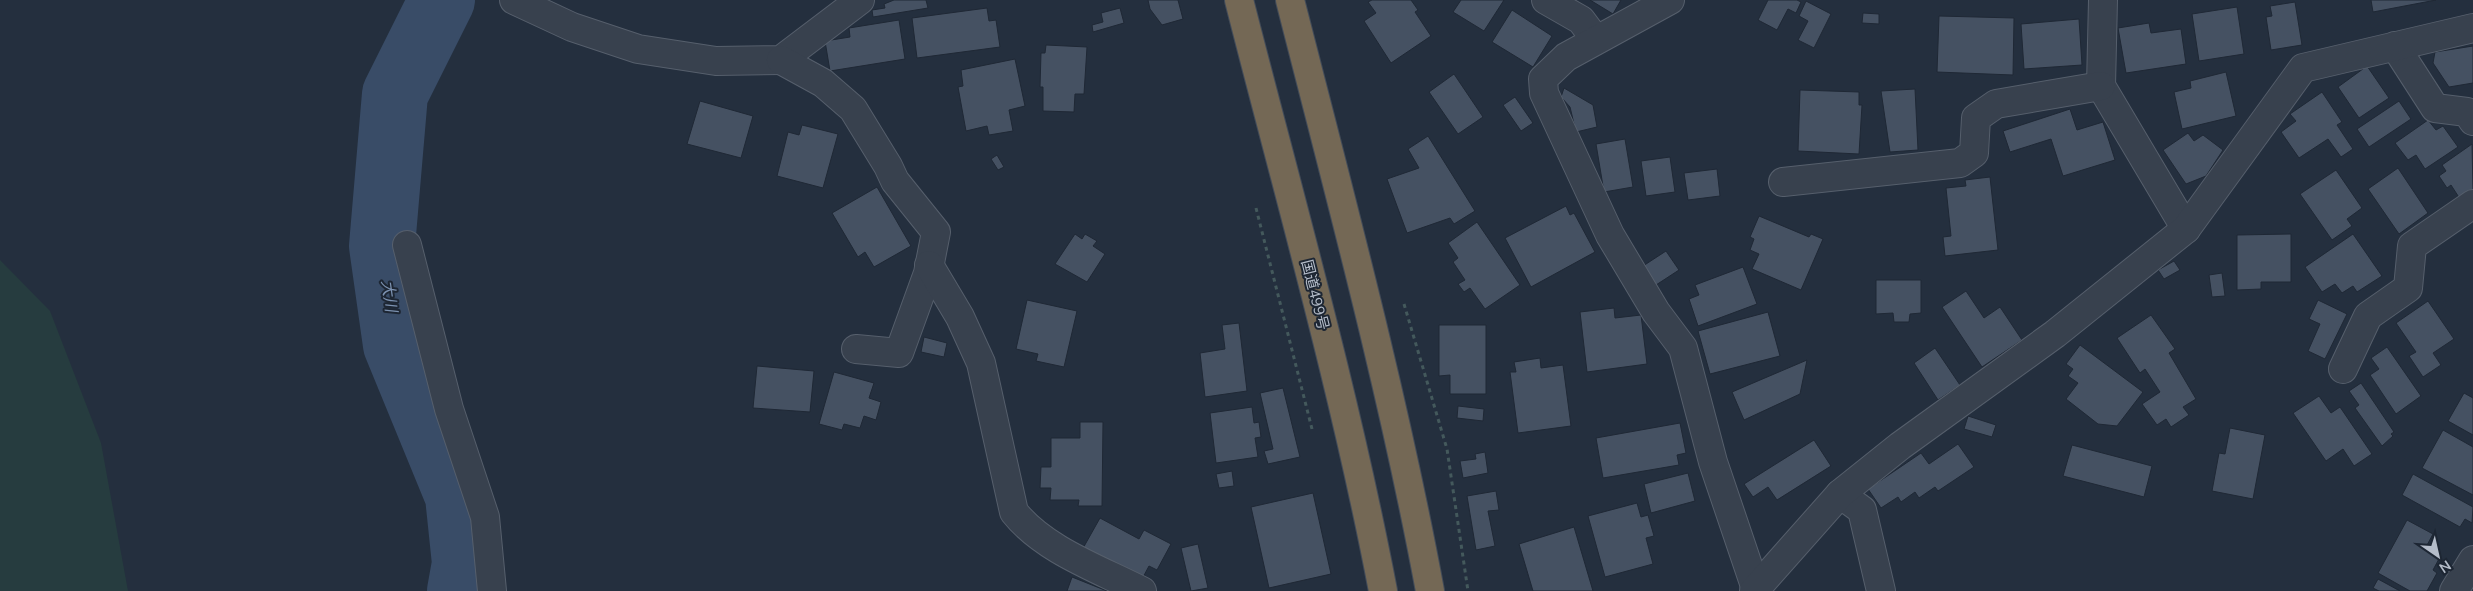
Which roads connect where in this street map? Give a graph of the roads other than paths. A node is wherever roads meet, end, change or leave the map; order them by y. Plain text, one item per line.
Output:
1 (514, 0) edge
2 (860, 0) edge
3 (1239, 0) edge
4 (1290, 0) edge
5 (1546, 0) edge
6 (1670, 0) edge
7 (2103, 0) edge
8 (2473, 28) edge
9 (1596, 40) junction
10 (2395, 46) junction
11 (781, 60) junction
12 (2100, 86) junction
13 (2473, 121) edge
14 (1783, 182) dead end
15 (2473, 204) edge
16 (2186, 229) junction
17 (407, 245) dead end
18 (929, 264) junction
19 (856, 349) dead end
20 (2343, 369) dead end
21 (1840, 494) junction
22 (2473, 560) edge
23 (1755, 590) edge
24 (492, 591) edge
25 (1142, 591) edge
26 (1383, 591) edge
27 (1430, 591) edge
28 (1880, 591) edge
29 (2454, 591) edge

1 - 11 street
2 - 11 street
3 - 26 highway, 国道499号
4 - 27 highway
5 - 9 street
6 - 9 street
7 - 12 street
8 - 10 street
9 - 23 street
10 - 13 street
10 - 16 street
11 - 18 street
12 - 14 street
12 - 16 street
15 - 20 street
16 - 21 street
17 - 24 street
18 - 19 street
18 - 25 street
21 - 23 street
21 - 28 street
22 - 29 street

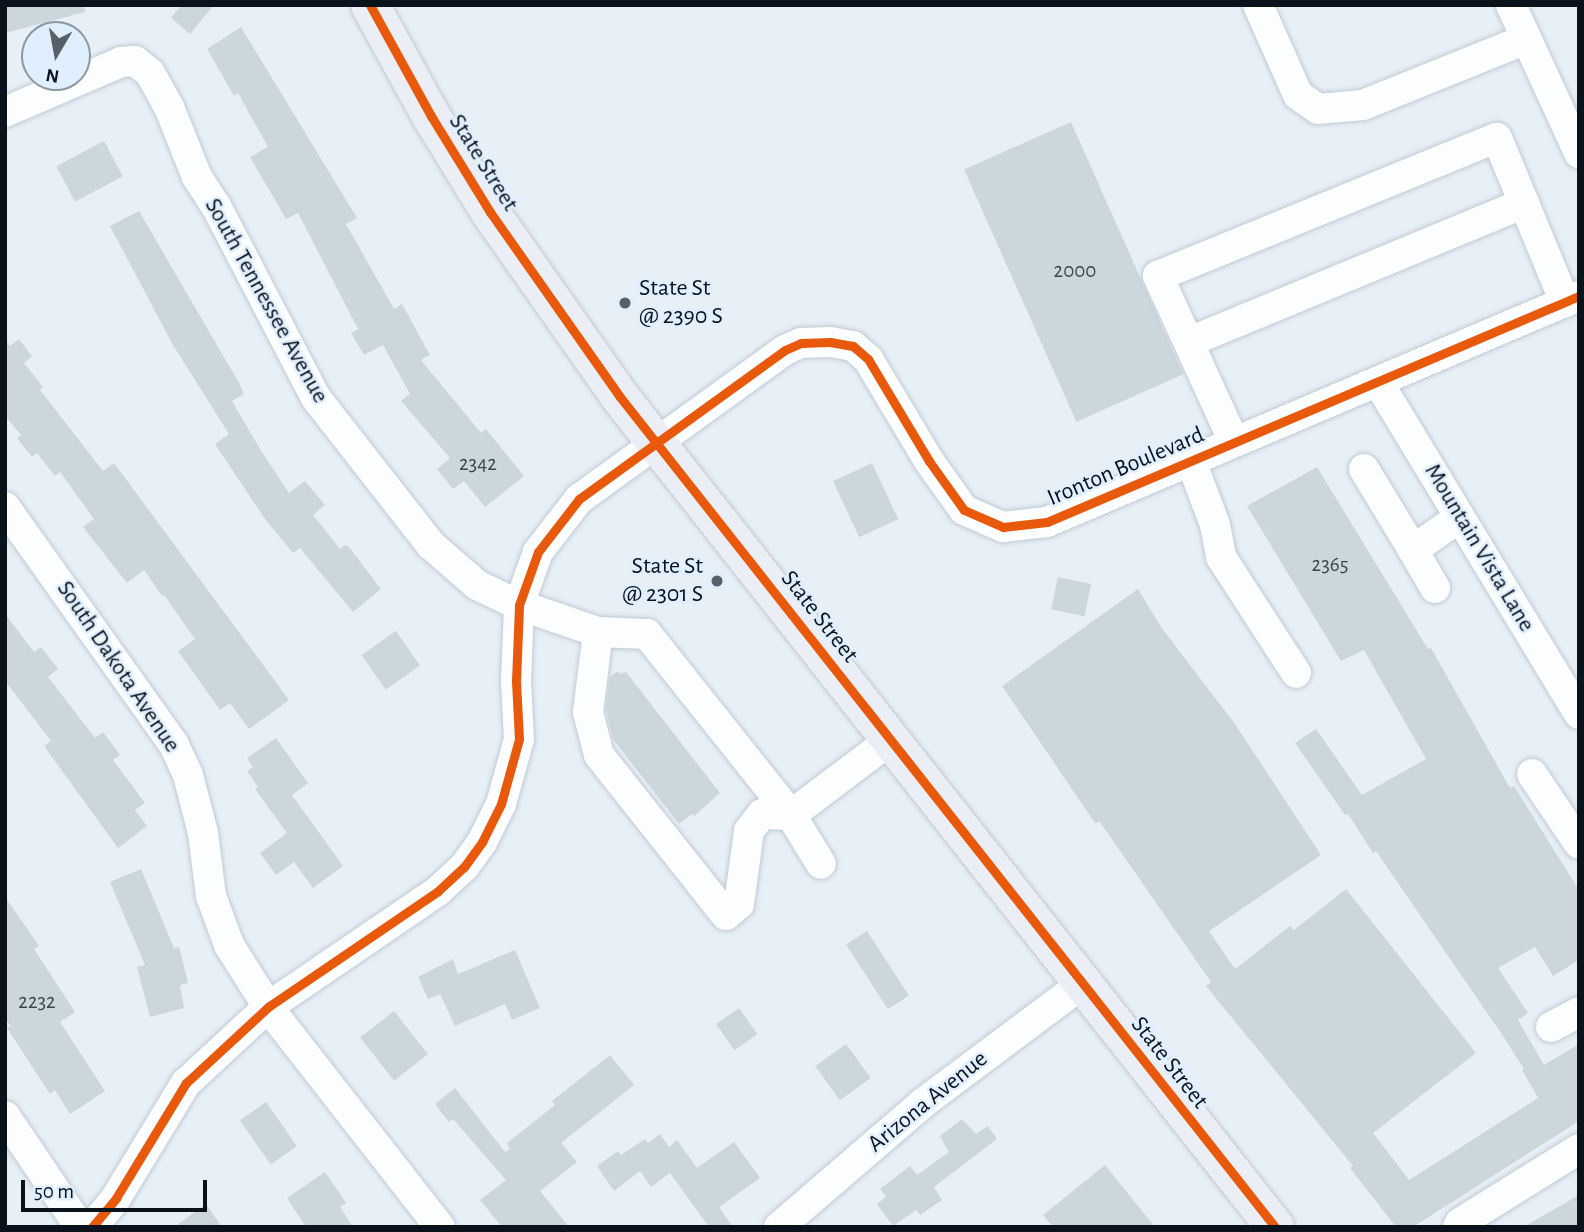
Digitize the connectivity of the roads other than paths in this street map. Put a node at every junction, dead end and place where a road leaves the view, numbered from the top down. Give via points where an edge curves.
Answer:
1 (370, 5) edge
2 (1258, 5) edge
3 (1511, 5) edge
4 (1526, 39) junction
5 (5, 112) edge
6 (1579, 153) edge
7 (1524, 203) junction
8 (1572, 299) edge
9 (1189, 342) junction
10 (1378, 382) junction
11 (655, 441) junction
12 (1234, 442) junction
13 (1191, 461) junction
14 (1364, 469) dead end
15 (5, 508) edge
16 (1460, 517) junction
17 (1413, 550) junction
18 (1435, 588) dead end
19 (519, 605) junction
20 (598, 632) junction
21 (1296, 673) dead end
22 (1579, 714) edge
23 (890, 740) junction
24 (1532, 774) dead end
25 (791, 815) junction
26 (1579, 844) edge
27 (821, 864) dead end
28 (1082, 984) junction
29 (268, 1007) junction
30 (1579, 1012) edge
31 (1551, 1027) dead end
32 (5, 1116) edge
33 (1579, 1149) edge
34 (80, 1227) edge
35 (93, 1227) edge
36 (440, 1227) edge
37 (779, 1227) edge
38 (1275, 1227) edge
39 (1458, 1227) edge

1 - 11 main road, State Street via 490,212
2 - 4 street via 1298,95 1318,109 1363,105
3 - 4 street
4 - 6 street
5 - 19 street, South Tennessee Avenue via 121,62 135,61 150,73 197,177 316,398 431,545 477,584
7 - 8 street
7 - 9 street
7 - 9 street via 1497,138 1158,276
8 - 10 street, Ironton Boulevard
9 - 12 street
10 - 12 street, Ironton Boulevard
10 - 16 street, Mountain Vista Lane
11 - 13 street, Ironton Boulevard via 785,350 801,343 830,342 853,346 868,359 964,510 1003,527 1047,522
11 - 19 street, Ironton Boulevard via 579,499 538,552
11 - 23 main road, State Street
12 - 13 street, Ironton Boulevard
13 - 21 street via 1215,525 1221,557
14 - 17 street
15 - 29 street, South Dakota Avenue via 174,745 188,775 203,833 211,896 229,945
16 - 17 street
16 - 22 street, Mountain Vista Lane
17 - 18 street
19 - 20 street, South Tennessee Avenue
19 - 29 street, Ironton Boulevard via 519,739 501,804 482,842 438,891
20 - 25 street, South Tennessee Avenue via 647,634
20 - 25 street via 588,712 599,755 726,915 739,904 749,831 762,814
23 - 25 street
23 - 28 main road, State Street
24 - 26 street
25 - 27 street, South Tennessee Avenue
28 - 37 street, Arizona Avenue via 923,1103
28 - 38 main road, State Street
29 - 35 street, Ironton Boulevard via 187,1083
29 - 36 street, South Dakota Avenue
30 - 31 street
32 - 34 street
33 - 39 street

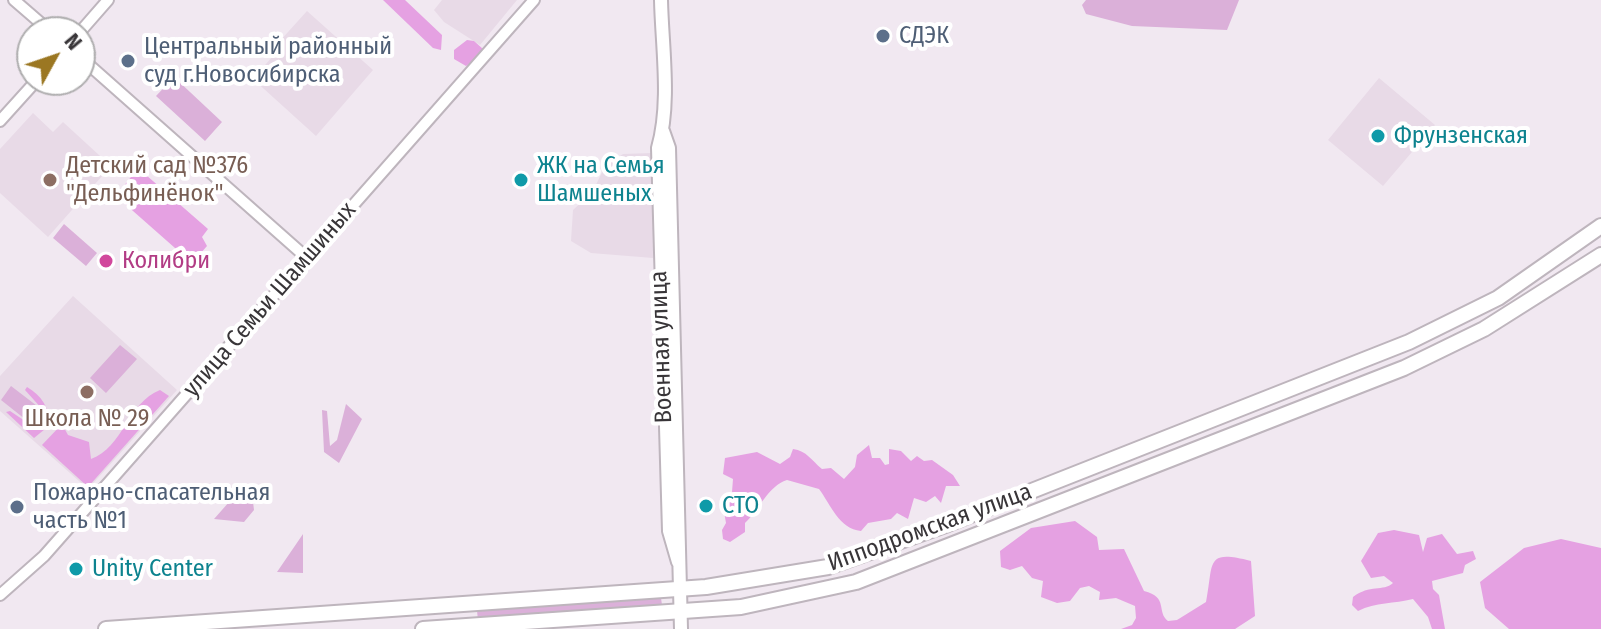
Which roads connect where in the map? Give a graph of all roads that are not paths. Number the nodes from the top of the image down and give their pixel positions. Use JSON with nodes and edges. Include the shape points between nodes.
{"nodes":[{"id":1,"x":14,"y":0,"type":"edge"},
{"id":2,"x":108,"y":0,"type":"edge"},
{"id":3,"x":534,"y":0,"type":"edge"},
{"id":4,"x":661,"y":0,"type":"edge"},
{"id":5,"x":32,"y":16,"type":"edge"},
{"id":6,"x":94,"y":16,"type":"edge"},
{"id":7,"x":96,"y":71,"type":"edge"},
{"id":8,"x":23,"y":96,"type":"edge"},
{"id":9,"x":0,"y":121,"type":"edge"},
{"id":10,"x":1601,"y":226,"type":"edge"},
{"id":11,"x":1601,"y":255,"type":"edge"},
{"id":12,"x":307,"y":258,"type":"junction"},
{"id":13,"x":875,"y":552,"type":"junction"},
{"id":14,"x":883,"y":571,"type":"junction"},
{"id":15,"x":679,"y":589,"type":"junction"},
{"id":16,"x":0,"y":595,"type":"edge"},
{"id":17,"x":680,"y":611,"type":"junction"},
{"id":18,"x":106,"y":629,"type":"edge"},
{"id":19,"x":423,"y":629,"type":"edge"},
{"id":20,"x":681,"y":629,"type":"edge"}],
"edges":[{"from":1,"to":5,"type":"street"},
{"from":2,"to":6,"type":"street"},
{"from":3,"to":12,"type":"street","name":"улица Семьи Шамшиных"},
{"from":4,"to":15,"type":"main road","name":"Военная улица","via":[[663,131],[669,148],[670,433],[681,530]]},
{"from":7,"to":12,"type":"street"},
{"from":8,"to":9,"type":"street"},
{"from":10,"to":13,"type":"highway","name":"Ипподромская улица","via":[[1470,314]]},
{"from":11,"to":14,"type":"highway","name":"Ипподромская улица","via":[[1484,329],[1387,375]]},
{"from":12,"to":16,"type":"street","name":"улица Семьи Шамшиных","via":[[44,556]]},
{"from":13,"to":14,"type":"highway","via":[[871,561]]},
{"from":13,"to":15,"type":"highway","name":"Ипподромская улица","via":[[787,576]]},
{"from":14,"to":17,"type":"highway","name":"Ипподромская улица","via":[[805,595]]},
{"from":15,"to":17,"type":"main road","name":"Военная улица"},
{"from":15,"to":18,"type":"highway","name":"Ипподромская улица"},
{"from":17,"to":19,"type":"highway","name":"Ипподромская улица"},
{"from":17,"to":20,"type":"main road","name":"Военная улица"}]}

----------

[Problem statement] A verbatim copy of the material, pictures excluded, is what must be produced.

[Result for this exercise]
Which roads connect where in this street map? Give a graph of the roads other than paths. A node is wherever roads meet, end, change or leave the map; order them by y. Plain text, one item per line.
Output:
1 (514, 0) edge
2 (860, 0) edge
3 (1239, 0) edge
4 (1290, 0) edge
5 (1546, 0) edge
6 (1670, 0) edge
7 (2103, 0) edge
8 (2473, 28) edge
9 (1596, 40) junction
10 (2395, 46) junction
11 (781, 60) junction
12 (2100, 86) junction
13 (2473, 121) edge
14 (1783, 182) dead end
15 (2473, 204) edge
16 (2186, 229) junction
17 (407, 245) dead end
18 (929, 264) junction
19 (856, 349) dead end
20 (2343, 369) dead end
21 (1840, 494) junction
22 (2473, 560) edge
23 (1755, 590) edge
24 (492, 591) edge
25 (1142, 591) edge
26 (1383, 591) edge
27 (1430, 591) edge
28 (1880, 591) edge
29 (2454, 591) edge

1 - 11 street
2 - 11 street
3 - 26 highway, 国道499号
4 - 27 highway
5 - 9 street
6 - 9 street
7 - 12 street
8 - 10 street
9 - 23 street
10 - 13 street
10 - 16 street
11 - 18 street
12 - 14 street
12 - 16 street
15 - 20 street
16 - 21 street
17 - 24 street
18 - 19 street
18 - 25 street
21 - 23 street
21 - 28 street
22 - 29 street

Digitize the connectivity of the roads other than paths in this street map. Put a node at every junction, dead end and place where a road leaves the view, numbered from the top down. Give via points where an edge curves.
Answer:
1 (370, 5) edge
2 (1258, 5) edge
3 (1511, 5) edge
4 (1526, 39) junction
5 (5, 112) edge
6 (1579, 153) edge
7 (1524, 203) junction
8 (1572, 299) edge
9 (1189, 342) junction
10 (1378, 382) junction
11 (655, 441) junction
12 (1234, 442) junction
13 (1191, 461) junction
14 (1364, 469) dead end
15 (5, 508) edge
16 (1460, 517) junction
17 (1413, 550) junction
18 (1435, 588) dead end
19 (519, 605) junction
20 (598, 632) junction
21 (1296, 673) dead end
22 (1579, 714) edge
23 (890, 740) junction
24 (1532, 774) dead end
25 (791, 815) junction
26 (1579, 844) edge
27 (821, 864) dead end
28 (1082, 984) junction
29 (268, 1007) junction
30 (1579, 1012) edge
31 (1551, 1027) dead end
32 (5, 1116) edge
33 (1579, 1149) edge
34 (80, 1227) edge
35 (93, 1227) edge
36 (440, 1227) edge
37 (779, 1227) edge
38 (1275, 1227) edge
39 (1458, 1227) edge

1 - 11 main road, State Street via 490,212
2 - 4 street via 1298,95 1318,109 1363,105
3 - 4 street
4 - 6 street
5 - 19 street, South Tennessee Avenue via 121,62 135,61 150,73 197,177 316,398 431,545 477,584
7 - 8 street
7 - 9 street
7 - 9 street via 1497,138 1158,276
8 - 10 street, Ironton Boulevard
9 - 12 street
10 - 12 street, Ironton Boulevard
10 - 16 street, Mountain Vista Lane
11 - 13 street, Ironton Boulevard via 785,350 801,343 830,342 853,346 868,359 964,510 1003,527 1047,522
11 - 19 street, Ironton Boulevard via 579,499 538,552
11 - 23 main road, State Street
12 - 13 street, Ironton Boulevard
13 - 21 street via 1215,525 1221,557
14 - 17 street
15 - 29 street, South Dakota Avenue via 174,745 188,775 203,833 211,896 229,945
16 - 17 street
16 - 22 street, Mountain Vista Lane
17 - 18 street
19 - 20 street, South Tennessee Avenue
19 - 29 street, Ironton Boulevard via 519,739 501,804 482,842 438,891
20 - 25 street, South Tennessee Avenue via 647,634
20 - 25 street via 588,712 599,755 726,915 739,904 749,831 762,814
23 - 25 street
23 - 28 main road, State Street
24 - 26 street
25 - 27 street, South Tennessee Avenue
28 - 37 street, Arizona Avenue via 923,1103
28 - 38 main road, State Street
29 - 35 street, Ironton Boulevard via 187,1083
29 - 36 street, South Dakota Avenue
30 - 31 street
32 - 34 street
33 - 39 street

Which roads connect where in the map? Give a graph of all roads that are not paths. Number the nodes from the top of the image down and give their pixel positions. Use JSON with nodes and edges. Include the shape points between nodes.
{"nodes":[{"id":1,"x":14,"y":0,"type":"edge"},
{"id":2,"x":108,"y":0,"type":"edge"},
{"id":3,"x":534,"y":0,"type":"edge"},
{"id":4,"x":661,"y":0,"type":"edge"},
{"id":5,"x":32,"y":16,"type":"edge"},
{"id":6,"x":94,"y":16,"type":"edge"},
{"id":7,"x":96,"y":71,"type":"edge"},
{"id":8,"x":23,"y":96,"type":"edge"},
{"id":9,"x":0,"y":121,"type":"edge"},
{"id":10,"x":1601,"y":226,"type":"edge"},
{"id":11,"x":1601,"y":255,"type":"edge"},
{"id":12,"x":307,"y":258,"type":"junction"},
{"id":13,"x":875,"y":552,"type":"junction"},
{"id":14,"x":883,"y":571,"type":"junction"},
{"id":15,"x":679,"y":589,"type":"junction"},
{"id":16,"x":0,"y":595,"type":"edge"},
{"id":17,"x":680,"y":611,"type":"junction"},
{"id":18,"x":106,"y":629,"type":"edge"},
{"id":19,"x":423,"y":629,"type":"edge"},
{"id":20,"x":681,"y":629,"type":"edge"}],
"edges":[{"from":1,"to":5,"type":"street"},
{"from":2,"to":6,"type":"street"},
{"from":3,"to":12,"type":"street","name":"улица Семьи Шамшиных"},
{"from":4,"to":15,"type":"main road","name":"Военная улица","via":[[663,131],[669,148],[670,433],[681,530]]},
{"from":7,"to":12,"type":"street"},
{"from":8,"to":9,"type":"street"},
{"from":10,"to":13,"type":"highway","name":"Ипподромская улица","via":[[1470,314]]},
{"from":11,"to":14,"type":"highway","name":"Ипподромская улица","via":[[1484,329],[1387,375]]},
{"from":12,"to":16,"type":"street","name":"улица Семьи Шамшиных","via":[[44,556]]},
{"from":13,"to":14,"type":"highway","via":[[871,561]]},
{"from":13,"to":15,"type":"highway","name":"Ипподромская улица","via":[[787,576]]},
{"from":14,"to":17,"type":"highway","name":"Ипподромская улица","via":[[805,595]]},
{"from":15,"to":17,"type":"main road","name":"Военная улица"},
{"from":15,"to":18,"type":"highway","name":"Ипподромская улица"},
{"from":17,"to":19,"type":"highway","name":"Ипподромская улица"},
{"from":17,"to":20,"type":"main road","name":"Военная улица"}]}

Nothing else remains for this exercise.